• Problem: The line containing "Please list the" marks the end: restate word for word every line from the first line of the entries below through that one.

• Task inputs:
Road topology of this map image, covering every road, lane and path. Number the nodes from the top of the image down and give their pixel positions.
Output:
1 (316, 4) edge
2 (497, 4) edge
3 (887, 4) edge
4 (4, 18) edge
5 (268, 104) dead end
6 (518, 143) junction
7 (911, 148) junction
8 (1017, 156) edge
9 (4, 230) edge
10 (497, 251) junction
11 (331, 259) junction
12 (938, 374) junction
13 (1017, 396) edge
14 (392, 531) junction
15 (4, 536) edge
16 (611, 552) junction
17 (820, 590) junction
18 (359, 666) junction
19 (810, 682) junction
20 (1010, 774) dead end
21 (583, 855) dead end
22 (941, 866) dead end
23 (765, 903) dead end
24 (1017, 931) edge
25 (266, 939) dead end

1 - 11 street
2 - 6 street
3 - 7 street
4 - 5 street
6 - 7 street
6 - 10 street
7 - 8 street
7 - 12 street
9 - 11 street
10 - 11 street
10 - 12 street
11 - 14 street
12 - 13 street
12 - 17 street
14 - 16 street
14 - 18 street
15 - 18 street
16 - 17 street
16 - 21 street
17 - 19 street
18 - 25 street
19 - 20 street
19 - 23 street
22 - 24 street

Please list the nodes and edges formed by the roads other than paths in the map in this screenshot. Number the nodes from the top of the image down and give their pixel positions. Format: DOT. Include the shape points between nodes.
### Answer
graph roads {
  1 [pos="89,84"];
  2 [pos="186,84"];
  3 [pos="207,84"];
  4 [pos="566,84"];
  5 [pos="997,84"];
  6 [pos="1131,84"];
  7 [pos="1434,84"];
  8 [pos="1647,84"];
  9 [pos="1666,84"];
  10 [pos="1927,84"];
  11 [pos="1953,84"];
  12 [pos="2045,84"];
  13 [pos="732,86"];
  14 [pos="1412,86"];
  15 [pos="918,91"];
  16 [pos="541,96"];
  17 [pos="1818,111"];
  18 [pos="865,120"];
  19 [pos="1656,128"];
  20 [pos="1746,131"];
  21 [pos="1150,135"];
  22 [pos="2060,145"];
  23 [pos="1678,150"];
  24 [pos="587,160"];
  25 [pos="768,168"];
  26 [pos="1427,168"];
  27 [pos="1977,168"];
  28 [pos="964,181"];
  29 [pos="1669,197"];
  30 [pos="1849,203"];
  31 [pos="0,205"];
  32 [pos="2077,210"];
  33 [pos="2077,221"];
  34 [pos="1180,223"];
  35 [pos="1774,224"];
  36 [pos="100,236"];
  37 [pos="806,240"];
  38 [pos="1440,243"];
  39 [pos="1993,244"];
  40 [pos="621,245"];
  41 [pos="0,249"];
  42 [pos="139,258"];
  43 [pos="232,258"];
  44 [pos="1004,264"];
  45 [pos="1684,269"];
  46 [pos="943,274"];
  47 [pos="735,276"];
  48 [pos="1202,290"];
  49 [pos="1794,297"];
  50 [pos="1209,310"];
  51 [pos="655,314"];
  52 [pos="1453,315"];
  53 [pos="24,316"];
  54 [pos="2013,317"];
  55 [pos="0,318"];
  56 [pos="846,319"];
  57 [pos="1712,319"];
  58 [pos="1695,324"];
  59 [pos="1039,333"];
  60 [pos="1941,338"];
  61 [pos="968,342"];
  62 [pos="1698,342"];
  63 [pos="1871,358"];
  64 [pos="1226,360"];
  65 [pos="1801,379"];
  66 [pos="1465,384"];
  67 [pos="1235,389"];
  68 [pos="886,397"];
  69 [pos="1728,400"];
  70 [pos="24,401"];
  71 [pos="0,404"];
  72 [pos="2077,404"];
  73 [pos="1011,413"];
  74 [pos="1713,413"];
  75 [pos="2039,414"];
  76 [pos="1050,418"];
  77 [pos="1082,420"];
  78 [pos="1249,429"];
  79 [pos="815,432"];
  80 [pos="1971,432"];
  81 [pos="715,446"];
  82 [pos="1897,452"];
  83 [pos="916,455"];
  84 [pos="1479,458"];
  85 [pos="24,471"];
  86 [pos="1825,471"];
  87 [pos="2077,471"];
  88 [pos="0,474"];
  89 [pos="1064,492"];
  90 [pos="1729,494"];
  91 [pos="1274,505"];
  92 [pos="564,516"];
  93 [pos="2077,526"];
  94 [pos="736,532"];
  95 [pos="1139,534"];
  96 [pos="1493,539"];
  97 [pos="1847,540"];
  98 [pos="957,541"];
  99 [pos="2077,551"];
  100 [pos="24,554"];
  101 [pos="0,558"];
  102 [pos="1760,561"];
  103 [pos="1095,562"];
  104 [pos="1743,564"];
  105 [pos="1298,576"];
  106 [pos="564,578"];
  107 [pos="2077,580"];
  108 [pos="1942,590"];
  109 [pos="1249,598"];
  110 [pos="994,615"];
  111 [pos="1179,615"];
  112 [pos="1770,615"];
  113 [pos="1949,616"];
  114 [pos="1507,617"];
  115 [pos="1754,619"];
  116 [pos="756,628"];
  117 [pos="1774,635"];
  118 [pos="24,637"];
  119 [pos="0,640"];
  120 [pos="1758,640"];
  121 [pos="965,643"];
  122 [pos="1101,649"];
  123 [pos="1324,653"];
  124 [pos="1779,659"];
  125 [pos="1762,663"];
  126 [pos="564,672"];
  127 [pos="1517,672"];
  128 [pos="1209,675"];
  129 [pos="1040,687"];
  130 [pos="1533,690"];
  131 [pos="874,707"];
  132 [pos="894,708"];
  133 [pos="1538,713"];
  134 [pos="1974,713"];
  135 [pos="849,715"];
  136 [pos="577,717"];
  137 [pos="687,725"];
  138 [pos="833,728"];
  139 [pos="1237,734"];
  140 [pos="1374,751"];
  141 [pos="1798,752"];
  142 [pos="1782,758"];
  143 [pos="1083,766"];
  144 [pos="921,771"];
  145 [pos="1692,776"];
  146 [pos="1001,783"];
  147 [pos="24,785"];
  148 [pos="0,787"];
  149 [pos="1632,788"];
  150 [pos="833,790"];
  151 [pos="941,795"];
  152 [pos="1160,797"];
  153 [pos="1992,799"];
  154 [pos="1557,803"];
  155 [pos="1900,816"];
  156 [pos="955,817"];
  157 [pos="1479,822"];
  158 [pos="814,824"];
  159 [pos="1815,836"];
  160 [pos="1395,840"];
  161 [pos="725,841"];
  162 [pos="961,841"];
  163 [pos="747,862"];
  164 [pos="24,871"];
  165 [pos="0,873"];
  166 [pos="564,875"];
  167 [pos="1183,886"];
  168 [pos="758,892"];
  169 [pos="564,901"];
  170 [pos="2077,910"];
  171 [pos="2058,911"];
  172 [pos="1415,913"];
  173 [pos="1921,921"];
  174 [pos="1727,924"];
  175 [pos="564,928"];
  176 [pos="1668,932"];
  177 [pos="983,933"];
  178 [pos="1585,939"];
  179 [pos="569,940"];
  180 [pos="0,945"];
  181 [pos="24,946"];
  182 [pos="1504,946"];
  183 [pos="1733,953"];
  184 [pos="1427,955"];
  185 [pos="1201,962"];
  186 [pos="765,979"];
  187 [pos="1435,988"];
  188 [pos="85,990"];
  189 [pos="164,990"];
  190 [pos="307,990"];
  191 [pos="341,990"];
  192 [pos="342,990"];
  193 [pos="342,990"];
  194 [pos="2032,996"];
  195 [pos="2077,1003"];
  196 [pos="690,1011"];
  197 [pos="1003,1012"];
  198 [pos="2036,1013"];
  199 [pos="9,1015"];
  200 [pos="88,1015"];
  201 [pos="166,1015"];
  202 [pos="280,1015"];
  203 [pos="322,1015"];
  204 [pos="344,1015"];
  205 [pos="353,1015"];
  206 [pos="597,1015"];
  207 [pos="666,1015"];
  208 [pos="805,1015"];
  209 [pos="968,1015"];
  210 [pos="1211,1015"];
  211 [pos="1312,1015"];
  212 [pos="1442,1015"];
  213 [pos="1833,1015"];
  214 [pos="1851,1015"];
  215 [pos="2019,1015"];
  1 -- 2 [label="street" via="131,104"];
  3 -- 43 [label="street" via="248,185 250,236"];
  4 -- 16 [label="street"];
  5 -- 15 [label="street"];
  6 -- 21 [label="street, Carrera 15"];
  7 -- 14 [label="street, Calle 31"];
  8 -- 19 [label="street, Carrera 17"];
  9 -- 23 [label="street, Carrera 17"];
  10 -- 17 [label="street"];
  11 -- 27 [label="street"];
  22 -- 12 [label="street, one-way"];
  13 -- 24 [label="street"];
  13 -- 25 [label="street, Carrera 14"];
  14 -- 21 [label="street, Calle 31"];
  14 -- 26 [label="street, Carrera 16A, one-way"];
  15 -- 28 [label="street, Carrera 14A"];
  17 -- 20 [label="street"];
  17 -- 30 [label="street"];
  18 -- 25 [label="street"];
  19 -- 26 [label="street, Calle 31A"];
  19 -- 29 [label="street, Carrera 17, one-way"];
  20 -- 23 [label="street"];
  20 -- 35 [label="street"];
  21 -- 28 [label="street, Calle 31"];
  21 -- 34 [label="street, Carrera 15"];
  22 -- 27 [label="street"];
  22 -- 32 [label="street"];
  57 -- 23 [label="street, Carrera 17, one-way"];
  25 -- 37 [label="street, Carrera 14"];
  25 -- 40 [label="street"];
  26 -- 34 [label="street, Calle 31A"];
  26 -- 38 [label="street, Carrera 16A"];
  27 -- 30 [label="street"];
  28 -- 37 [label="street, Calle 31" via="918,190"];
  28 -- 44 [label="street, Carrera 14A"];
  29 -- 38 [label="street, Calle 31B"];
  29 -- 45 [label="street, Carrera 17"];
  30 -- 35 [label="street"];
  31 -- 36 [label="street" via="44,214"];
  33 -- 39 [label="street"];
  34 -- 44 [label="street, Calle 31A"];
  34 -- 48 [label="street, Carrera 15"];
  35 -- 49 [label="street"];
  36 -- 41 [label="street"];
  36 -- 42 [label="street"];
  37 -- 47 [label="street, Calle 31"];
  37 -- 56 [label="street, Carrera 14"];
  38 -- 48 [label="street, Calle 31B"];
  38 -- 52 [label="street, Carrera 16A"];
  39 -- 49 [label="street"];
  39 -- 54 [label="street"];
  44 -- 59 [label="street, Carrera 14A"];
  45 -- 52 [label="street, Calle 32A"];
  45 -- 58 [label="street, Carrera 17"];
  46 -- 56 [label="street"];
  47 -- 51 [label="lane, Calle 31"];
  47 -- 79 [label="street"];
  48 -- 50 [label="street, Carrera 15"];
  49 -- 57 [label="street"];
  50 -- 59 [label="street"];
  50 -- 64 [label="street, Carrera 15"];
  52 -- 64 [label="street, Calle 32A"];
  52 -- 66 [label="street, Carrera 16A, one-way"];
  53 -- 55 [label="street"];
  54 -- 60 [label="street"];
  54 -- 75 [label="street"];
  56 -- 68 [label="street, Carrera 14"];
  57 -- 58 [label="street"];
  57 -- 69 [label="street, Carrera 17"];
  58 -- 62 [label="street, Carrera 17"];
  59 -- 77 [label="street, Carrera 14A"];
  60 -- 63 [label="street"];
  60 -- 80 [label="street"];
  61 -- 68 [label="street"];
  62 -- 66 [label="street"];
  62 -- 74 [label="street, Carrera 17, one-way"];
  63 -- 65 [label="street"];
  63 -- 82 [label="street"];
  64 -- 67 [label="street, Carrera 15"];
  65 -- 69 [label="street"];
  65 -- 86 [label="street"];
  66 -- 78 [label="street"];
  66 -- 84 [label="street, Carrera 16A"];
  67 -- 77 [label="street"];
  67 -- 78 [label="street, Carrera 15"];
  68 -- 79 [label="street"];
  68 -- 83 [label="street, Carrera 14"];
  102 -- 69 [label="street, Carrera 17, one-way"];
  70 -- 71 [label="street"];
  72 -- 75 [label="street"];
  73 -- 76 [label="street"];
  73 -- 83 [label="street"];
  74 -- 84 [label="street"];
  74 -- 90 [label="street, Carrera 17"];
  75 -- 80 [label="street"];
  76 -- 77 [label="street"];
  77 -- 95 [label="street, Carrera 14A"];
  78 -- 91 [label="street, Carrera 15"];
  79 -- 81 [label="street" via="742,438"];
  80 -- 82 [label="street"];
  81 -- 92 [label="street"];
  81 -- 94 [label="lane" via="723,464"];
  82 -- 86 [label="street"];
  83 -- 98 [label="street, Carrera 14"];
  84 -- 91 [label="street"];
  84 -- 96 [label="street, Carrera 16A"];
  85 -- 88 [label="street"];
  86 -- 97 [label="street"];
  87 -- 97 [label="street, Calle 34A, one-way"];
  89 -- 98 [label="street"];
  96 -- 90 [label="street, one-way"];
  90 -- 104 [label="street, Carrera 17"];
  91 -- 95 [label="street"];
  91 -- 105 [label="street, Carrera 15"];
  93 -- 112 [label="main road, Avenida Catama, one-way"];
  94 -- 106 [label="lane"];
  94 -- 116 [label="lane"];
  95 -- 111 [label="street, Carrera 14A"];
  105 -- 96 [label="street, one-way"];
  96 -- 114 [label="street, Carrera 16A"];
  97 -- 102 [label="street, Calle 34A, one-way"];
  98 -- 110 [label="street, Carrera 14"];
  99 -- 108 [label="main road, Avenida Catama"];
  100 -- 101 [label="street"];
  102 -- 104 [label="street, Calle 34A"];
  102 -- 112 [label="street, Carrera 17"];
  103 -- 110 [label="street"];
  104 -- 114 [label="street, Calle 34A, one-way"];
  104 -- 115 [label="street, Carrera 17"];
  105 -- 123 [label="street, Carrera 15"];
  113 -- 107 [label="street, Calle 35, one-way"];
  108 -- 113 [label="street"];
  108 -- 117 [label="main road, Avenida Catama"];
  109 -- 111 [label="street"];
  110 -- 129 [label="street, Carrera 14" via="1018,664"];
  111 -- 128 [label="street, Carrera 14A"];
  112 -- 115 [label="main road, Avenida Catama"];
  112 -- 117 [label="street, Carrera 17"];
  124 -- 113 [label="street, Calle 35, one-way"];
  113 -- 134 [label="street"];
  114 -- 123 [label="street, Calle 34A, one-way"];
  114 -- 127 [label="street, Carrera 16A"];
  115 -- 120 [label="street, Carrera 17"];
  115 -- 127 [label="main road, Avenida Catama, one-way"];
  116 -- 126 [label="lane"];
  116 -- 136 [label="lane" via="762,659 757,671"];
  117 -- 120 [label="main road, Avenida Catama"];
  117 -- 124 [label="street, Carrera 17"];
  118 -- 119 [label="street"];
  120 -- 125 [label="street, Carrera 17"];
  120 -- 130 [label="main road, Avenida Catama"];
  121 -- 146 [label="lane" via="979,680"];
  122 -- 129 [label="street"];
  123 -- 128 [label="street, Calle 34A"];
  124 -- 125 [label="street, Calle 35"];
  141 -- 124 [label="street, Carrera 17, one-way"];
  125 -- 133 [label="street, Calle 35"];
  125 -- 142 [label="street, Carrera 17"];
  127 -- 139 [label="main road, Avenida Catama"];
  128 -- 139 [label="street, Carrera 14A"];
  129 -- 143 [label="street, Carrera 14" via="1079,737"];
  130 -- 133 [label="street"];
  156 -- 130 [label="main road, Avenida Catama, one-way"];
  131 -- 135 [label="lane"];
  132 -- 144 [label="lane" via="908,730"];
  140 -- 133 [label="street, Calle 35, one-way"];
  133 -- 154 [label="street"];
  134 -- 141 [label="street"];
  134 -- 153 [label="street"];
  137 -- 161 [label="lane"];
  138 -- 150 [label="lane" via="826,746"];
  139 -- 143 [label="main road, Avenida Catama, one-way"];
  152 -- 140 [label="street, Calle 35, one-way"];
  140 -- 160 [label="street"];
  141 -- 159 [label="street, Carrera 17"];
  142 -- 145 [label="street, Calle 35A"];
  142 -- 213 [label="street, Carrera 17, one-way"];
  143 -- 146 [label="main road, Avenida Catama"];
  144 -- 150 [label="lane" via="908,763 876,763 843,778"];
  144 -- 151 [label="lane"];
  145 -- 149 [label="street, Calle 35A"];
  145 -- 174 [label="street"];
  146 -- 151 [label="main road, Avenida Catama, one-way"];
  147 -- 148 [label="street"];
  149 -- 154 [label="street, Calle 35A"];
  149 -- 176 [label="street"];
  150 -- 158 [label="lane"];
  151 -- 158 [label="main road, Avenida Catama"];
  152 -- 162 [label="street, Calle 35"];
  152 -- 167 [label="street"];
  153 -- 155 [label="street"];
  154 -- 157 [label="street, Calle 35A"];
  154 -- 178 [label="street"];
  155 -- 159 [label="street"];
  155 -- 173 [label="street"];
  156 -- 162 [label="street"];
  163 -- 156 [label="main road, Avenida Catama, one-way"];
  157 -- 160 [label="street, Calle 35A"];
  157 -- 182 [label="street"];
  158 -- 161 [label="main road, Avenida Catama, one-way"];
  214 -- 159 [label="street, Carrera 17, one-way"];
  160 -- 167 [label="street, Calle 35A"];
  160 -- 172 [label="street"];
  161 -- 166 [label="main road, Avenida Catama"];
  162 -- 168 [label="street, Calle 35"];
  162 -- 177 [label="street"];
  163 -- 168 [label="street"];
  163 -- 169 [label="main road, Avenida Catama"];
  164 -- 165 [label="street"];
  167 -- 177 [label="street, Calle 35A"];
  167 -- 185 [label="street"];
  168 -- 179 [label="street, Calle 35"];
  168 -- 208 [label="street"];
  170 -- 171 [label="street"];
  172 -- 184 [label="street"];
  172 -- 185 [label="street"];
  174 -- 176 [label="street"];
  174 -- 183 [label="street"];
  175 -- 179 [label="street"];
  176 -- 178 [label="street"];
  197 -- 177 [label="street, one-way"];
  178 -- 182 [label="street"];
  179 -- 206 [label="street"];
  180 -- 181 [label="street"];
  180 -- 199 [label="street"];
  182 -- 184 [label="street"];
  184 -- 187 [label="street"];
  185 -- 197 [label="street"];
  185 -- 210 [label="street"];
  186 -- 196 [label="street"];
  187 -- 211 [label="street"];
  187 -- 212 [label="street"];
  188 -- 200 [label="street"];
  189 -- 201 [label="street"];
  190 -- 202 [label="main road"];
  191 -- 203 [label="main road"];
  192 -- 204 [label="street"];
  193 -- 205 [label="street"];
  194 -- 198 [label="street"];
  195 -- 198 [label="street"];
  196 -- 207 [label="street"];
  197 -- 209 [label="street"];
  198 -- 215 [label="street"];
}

• Exercise result:
Road topology of this map image, covering every road, lane and path. Number the nodes from the top of the image down and give their pixel positions.
Output:
1 (316, 4) edge
2 (497, 4) edge
3 (887, 4) edge
4 (4, 18) edge
5 (268, 104) dead end
6 (518, 143) junction
7 (911, 148) junction
8 (1017, 156) edge
9 (4, 230) edge
10 (497, 251) junction
11 (331, 259) junction
12 (938, 374) junction
13 (1017, 396) edge
14 (392, 531) junction
15 (4, 536) edge
16 (611, 552) junction
17 (820, 590) junction
18 (359, 666) junction
19 (810, 682) junction
20 (1010, 774) dead end
21 (583, 855) dead end
22 (941, 866) dead end
23 (765, 903) dead end
24 (1017, 931) edge
25 (266, 939) dead end

1 - 11 street
2 - 6 street
3 - 7 street
4 - 5 street
6 - 7 street
6 - 10 street
7 - 8 street
7 - 12 street
9 - 11 street
10 - 11 street
10 - 12 street
11 - 14 street
12 - 13 street
12 - 17 street
14 - 16 street
14 - 18 street
15 - 18 street
16 - 17 street
16 - 21 street
17 - 19 street
18 - 25 street
19 - 20 street
19 - 23 street
22 - 24 street

Please list the nodes and edges formed by the roads other than paths in the map in this screenshot. Number the nodes from the top of the image down and give their pixel positions. Format: DOT. Include the shape points between nodes.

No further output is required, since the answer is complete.